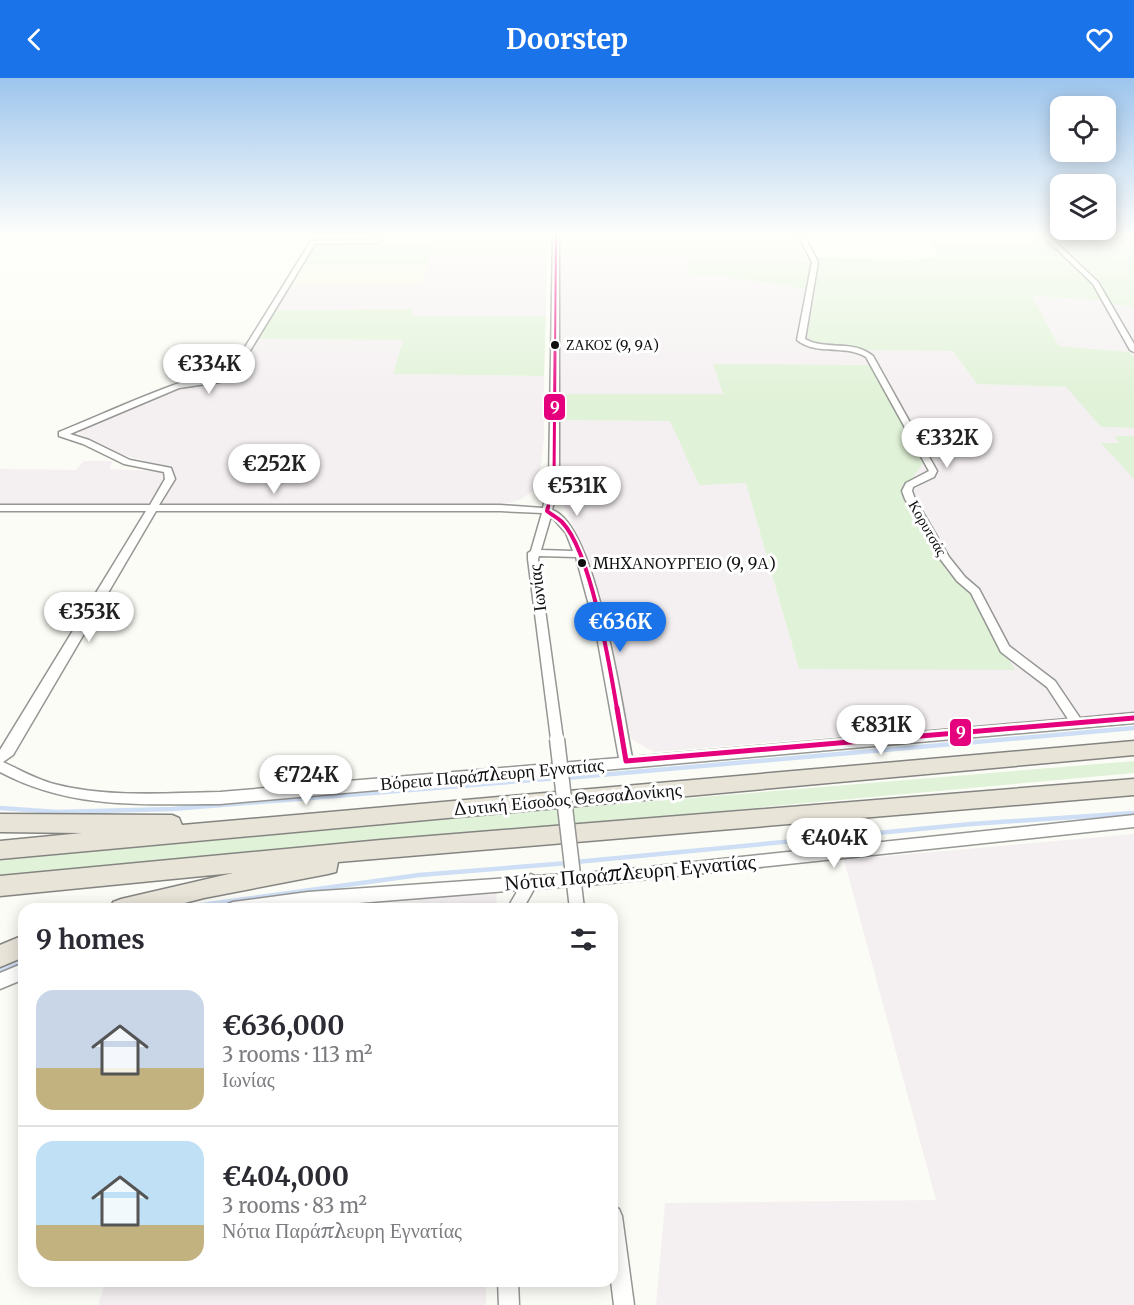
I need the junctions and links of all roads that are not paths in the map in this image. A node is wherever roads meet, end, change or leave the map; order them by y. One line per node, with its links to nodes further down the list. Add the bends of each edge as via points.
1 (284, 290): 7 (street, via 238,363 222,378 177,386 62,434 123,461 168,470 170,479)
2 (556, 290): 8 (street, Ιωνίας, via 554,480)
3 (810, 290): 12 (street, Κορυτσάς, via 801,340 819,347 859,350 869,356 933,471 909,485 910,499 945,558 975,591 1005,649 1051,684)
4 (1100, 290): 5 (street)
5 (1134, 350)
6 (0, 508): 7 (street)
7 (152, 508): 8 (street); 14 (street, via 8,751)
8 (547, 511): 9 (street, Ιωνίας); 10 (street, via 563,521)
9 (533, 553): 10 (street); 28 (street, Ιωνίας, bridge)
10 (580, 554): 15 (street, via 598,619)
11 (1134, 718): 12 (street, Βόρεια Παράπλευρη Εγνατίας)
12 (1077, 723): 15 (street, Βόρεια Παράπλευρη Εγνατίας)
13 (1134, 748): 20 (highway, Δυτική Είσοδος Θεσσαλονίκης)
14 (0, 758)
15 (626, 762): 16 (street, Βόρεια Παράπλευρη Εγνατίας, via 209,798 100,799 43,788)
16 (0, 766)
17 (1134, 787): 21 (highway, Δυτική Είσοδος Θεσσαλονίκης)
18 (1134, 821): 23 (street, Νότια Παράπλευρη Εγνατίας, via 611,877)
19 (0, 823): 20 (highway)
20 (282, 826): 22 (highway, Δυτική Είσοδος Θεσσαλονίκης)
21 (381, 849): 24 (highway, Δυτική Είσοδος Θεσσαλονίκης); 25 (highway, via 328,865)
22 (0, 850)
23 (531, 881): 26 (street, Νότια Παράπλευρη Εγνατίας); 27 (street)
24 (0, 886)
25 (145, 903)
26 (278, 903)
27 (518, 903)
28 (576, 903)
29 (18, 948): 30 (highway)
30 (0, 956)
31 (18, 974): 32 (street)
32 (0, 981)
33 (618, 1260): 36 (street)
34 (508, 1287): 35 (street)
35 (509, 1305)
36 (624, 1305)

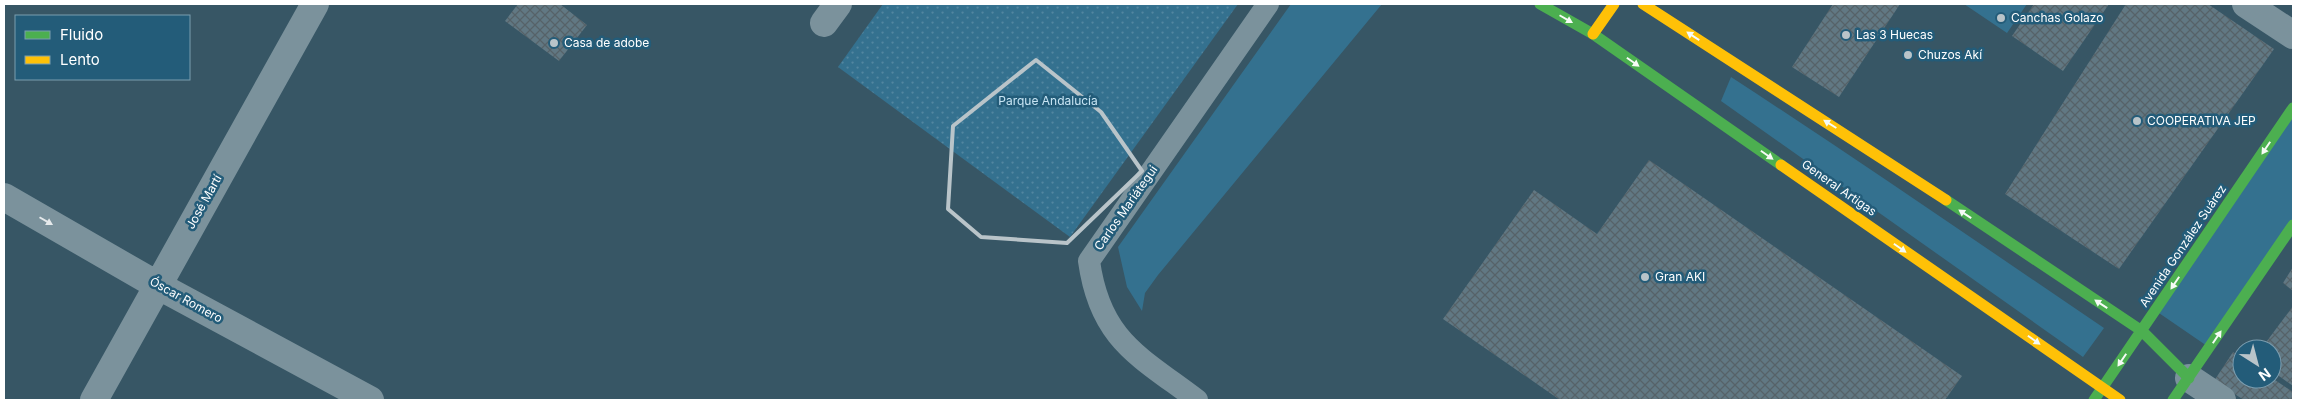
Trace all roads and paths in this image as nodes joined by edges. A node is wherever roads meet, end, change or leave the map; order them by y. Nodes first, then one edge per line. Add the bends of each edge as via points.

> [Problem]: Retype each line of the records exactly as it reads; no pictures belong in the copy.

> [Worked solution]:
I need the junctions and links of all roads that are not paths in the map in this image. A node is wherever roads meet, end, change or leave the map; order them by y. One line per node, with its links to nodes further down the list. Add the bends of each edge as via points.
1 (284, 290): 7 (street, via 238,363 222,378 177,386 62,434 123,461 168,470 170,479)
2 (556, 290): 8 (street, Ιωνίας, via 554,480)
3 (810, 290): 12 (street, Κορυτσάς, via 801,340 819,347 859,350 869,356 933,471 909,485 910,499 945,558 975,591 1005,649 1051,684)
4 (1100, 290): 5 (street)
5 (1134, 350)
6 (0, 508): 7 (street)
7 (152, 508): 8 (street); 14 (street, via 8,751)
8 (547, 511): 9 (street, Ιωνίας); 10 (street, via 563,521)
9 (533, 553): 10 (street); 28 (street, Ιωνίας, bridge)
10 (580, 554): 15 (street, via 598,619)
11 (1134, 718): 12 (street, Βόρεια Παράπλευρη Εγνατίας)
12 (1077, 723): 15 (street, Βόρεια Παράπλευρη Εγνατίας)
13 (1134, 748): 20 (highway, Δυτική Είσοδος Θεσσαλονίκης)
14 (0, 758)
15 (626, 762): 16 (street, Βόρεια Παράπλευρη Εγνατίας, via 209,798 100,799 43,788)
16 (0, 766)
17 (1134, 787): 21 (highway, Δυτική Είσοδος Θεσσαλονίκης)
18 (1134, 821): 23 (street, Νότια Παράπλευρη Εγνατίας, via 611,877)
19 (0, 823): 20 (highway)
20 (282, 826): 22 (highway, Δυτική Είσοδος Θεσσαλονίκης)
21 (381, 849): 24 (highway, Δυτική Είσοδος Θεσσαλονίκης); 25 (highway, via 328,865)
22 (0, 850)
23 (531, 881): 26 (street, Νότια Παράπλευρη Εγνατίας); 27 (street)
24 (0, 886)
25 (145, 903)
26 (278, 903)
27 (518, 903)
28 (576, 903)
29 (18, 948): 30 (highway)
30 (0, 956)
31 (18, 974): 32 (street)
32 (0, 981)
33 (618, 1260): 36 (street)
34 (508, 1287): 35 (street)
35 (509, 1305)
36 (624, 1305)

Trace all roads and paths in this image as nodes joined by edges. A node is wherever roads meet, end, change or leave the map; order them by y. Nodes first, then one edge per line. Add the bends of each edge as via points.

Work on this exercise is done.